[solved] regex issue; counting subpatterns..?

PHP programming forum. Ask questions or help people concerning PHP code. Don't understand a function? Need help implementing a class? Don't understand a class? Here is where to ask.
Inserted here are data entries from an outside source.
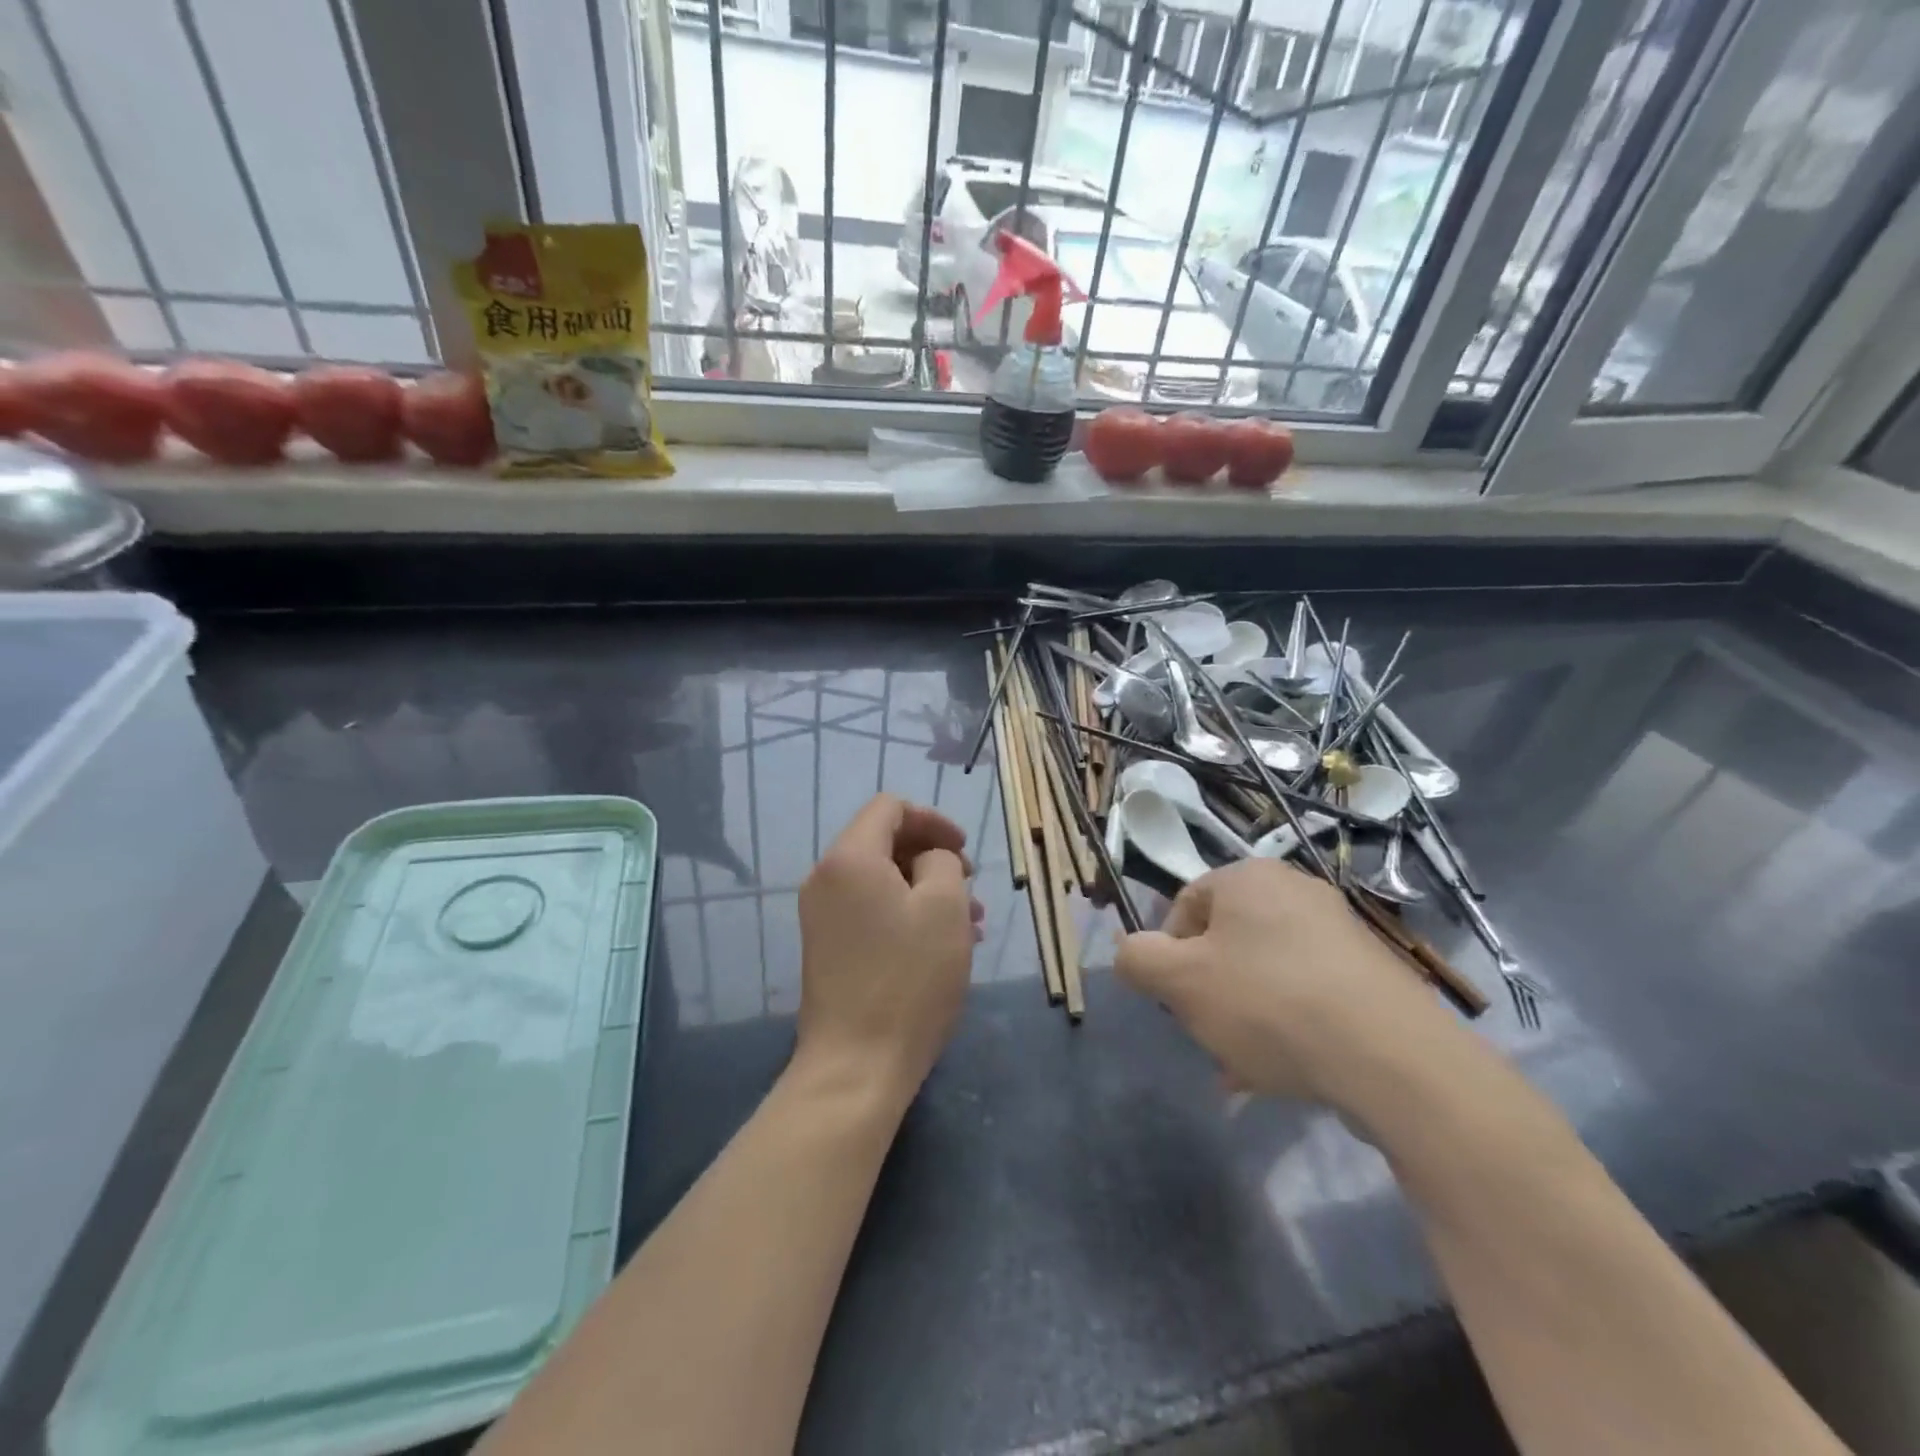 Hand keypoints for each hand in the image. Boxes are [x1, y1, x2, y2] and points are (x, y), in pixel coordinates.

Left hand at [796, 794, 982, 1104]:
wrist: (855, 1065)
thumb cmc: (908, 979)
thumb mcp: (944, 907)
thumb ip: (941, 861)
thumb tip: (927, 860)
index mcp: (850, 858)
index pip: (890, 808)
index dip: (933, 820)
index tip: (964, 851)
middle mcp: (826, 878)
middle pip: (883, 842)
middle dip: (932, 857)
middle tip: (971, 888)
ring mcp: (822, 916)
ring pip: (881, 881)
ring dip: (925, 890)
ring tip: (970, 923)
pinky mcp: (827, 948)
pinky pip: (870, 911)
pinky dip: (905, 914)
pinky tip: (941, 945)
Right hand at [1115, 859, 1448, 1105]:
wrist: (1393, 1060)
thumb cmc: (1268, 1003)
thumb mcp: (1179, 981)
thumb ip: (1137, 959)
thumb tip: (1128, 951)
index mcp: (1249, 877)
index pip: (1185, 905)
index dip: (1168, 953)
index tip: (1175, 999)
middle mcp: (1296, 891)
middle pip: (1226, 941)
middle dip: (1208, 991)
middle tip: (1207, 1034)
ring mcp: (1340, 932)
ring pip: (1265, 973)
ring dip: (1243, 1016)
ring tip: (1241, 1067)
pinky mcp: (1372, 974)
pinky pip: (1308, 994)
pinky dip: (1286, 1026)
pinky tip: (1281, 1072)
Remember to do your homework!

Moderator: General Moderators

Post Reply
nordin
Forum Newbie
Posts: 2
Joined: Sun Jun 13, 2004 5:36 pm
Contact:

[solved] regex issue; counting subpatterns..?

Post by nordin »

hey,
i've got a little problem on my hands here, perhaps one of you have a solution..
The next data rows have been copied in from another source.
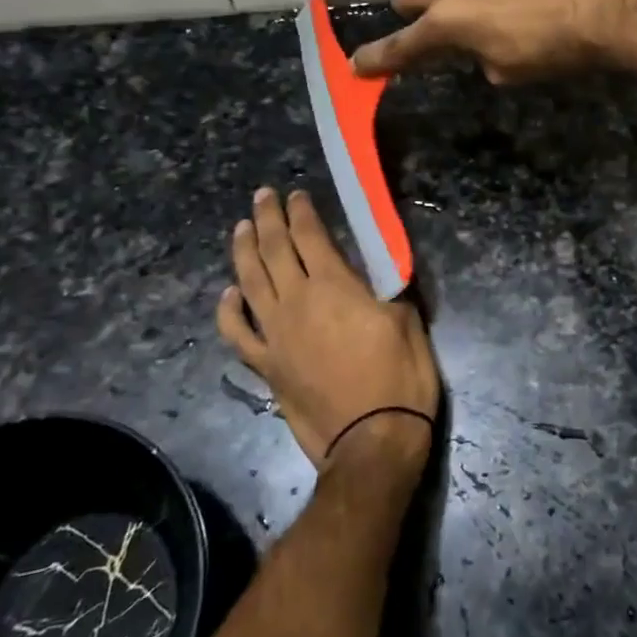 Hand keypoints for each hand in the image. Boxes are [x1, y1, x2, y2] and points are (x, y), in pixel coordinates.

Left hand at [216, 187, 438, 473]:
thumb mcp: (407, 322)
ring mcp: (275, 334)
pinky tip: (229, 294)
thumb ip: (385, 289)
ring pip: (249, 282)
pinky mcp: (266, 365)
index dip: (302, 212)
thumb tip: (375, 273)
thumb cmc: (399, 378)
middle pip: (274, 250)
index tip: (297, 195)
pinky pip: (237, 332)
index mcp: (334, 287)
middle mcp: (296, 302)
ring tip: (241, 228)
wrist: (371, 441)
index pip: (310, 236)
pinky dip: (229, 310)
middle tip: (262, 197)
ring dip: (244, 251)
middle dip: (267, 218)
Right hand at [351, 0, 636, 83]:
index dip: (378, 58)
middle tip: (434, 17)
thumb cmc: (558, 50)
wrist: (607, 6)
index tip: (360, 65)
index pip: (401, 45)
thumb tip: (473, 46)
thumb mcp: (509, 71)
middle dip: (414, 7)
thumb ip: (476, 56)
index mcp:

basically the scenario is as follows;
i have a number of csv files (variable row and column count), all of which have to be parsed and slapped into a standard html table for presentation. so far so good, no problems here.

the problem, however, is that not all fields have values, resulting in a massive bunch of empty table cells, which i'd like to get rid of - as well as set colspans for the remaining cells -with- values to fill out the space and fix the flow a bit..
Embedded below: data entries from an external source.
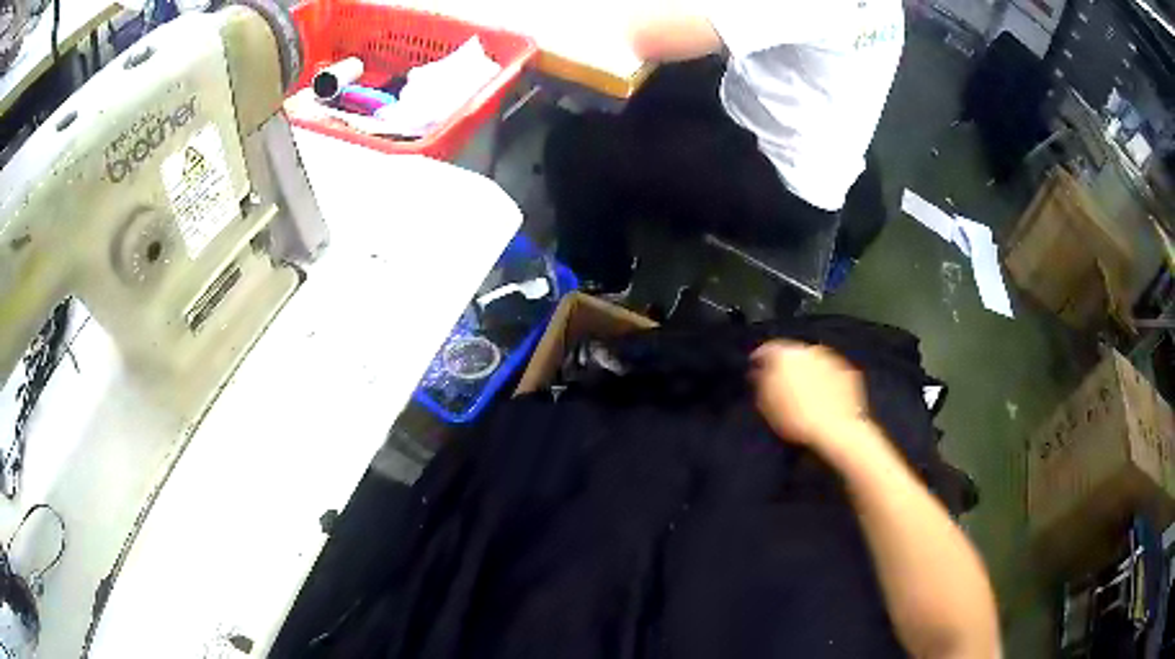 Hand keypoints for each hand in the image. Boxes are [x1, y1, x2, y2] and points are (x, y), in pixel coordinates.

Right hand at [750, 341, 869, 448]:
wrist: (836, 430)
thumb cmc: (796, 418)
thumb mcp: (767, 404)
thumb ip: (761, 382)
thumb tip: (757, 372)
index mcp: (785, 354)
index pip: (767, 349)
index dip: (760, 359)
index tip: (756, 369)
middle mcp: (809, 349)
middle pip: (793, 354)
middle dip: (787, 366)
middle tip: (782, 384)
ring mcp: (832, 359)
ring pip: (814, 361)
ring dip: (808, 371)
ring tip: (806, 393)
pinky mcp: (849, 372)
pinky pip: (831, 372)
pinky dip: (826, 379)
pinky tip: (824, 396) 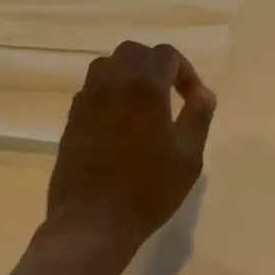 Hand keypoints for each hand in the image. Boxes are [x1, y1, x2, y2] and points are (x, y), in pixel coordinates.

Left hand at [45, 41, 215, 255]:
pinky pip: (90, 90)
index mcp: (144, 88)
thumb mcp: (188, 157)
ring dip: (127, 74)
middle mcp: (112, 84)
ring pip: (106, 65)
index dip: (185, 71)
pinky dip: (108, 94)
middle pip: (133, 52)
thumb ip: (198, 117)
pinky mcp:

long story short, i have this:

Code: Select all

<tr>
   <td>something</td><td></td><td></td><td></td>
</tr>
<tr>
   <td></td><td>something</td><td></td><td>meep</td>
</tr>
<tr>
   <td></td><td></td><td></td><td>blah</td>
</tr>
- and i need to get it into something like this:

Code: Select all

<tr>
   <td colspan='4'>something</td>
</tr>
<tr>
   <td></td><td colspan='2'>something</td><td>meep</td>
</tr>
<tr>
   <td colspan='3'></td><td>blah></td>
</tr>
now, i was thinking along the lines of using a preg_replace for this, searching for two or more empty cells, optionally one non-empty cell followed by one or more empty cells, and replacing them with a single cell with a colspan - however this would require counting subpatterns, i think, and i frankly dont have a clue on how to do that.. just recently started getting into regexes, and while they are definately extremely useful, they sure as hell cause a rather nasty headache..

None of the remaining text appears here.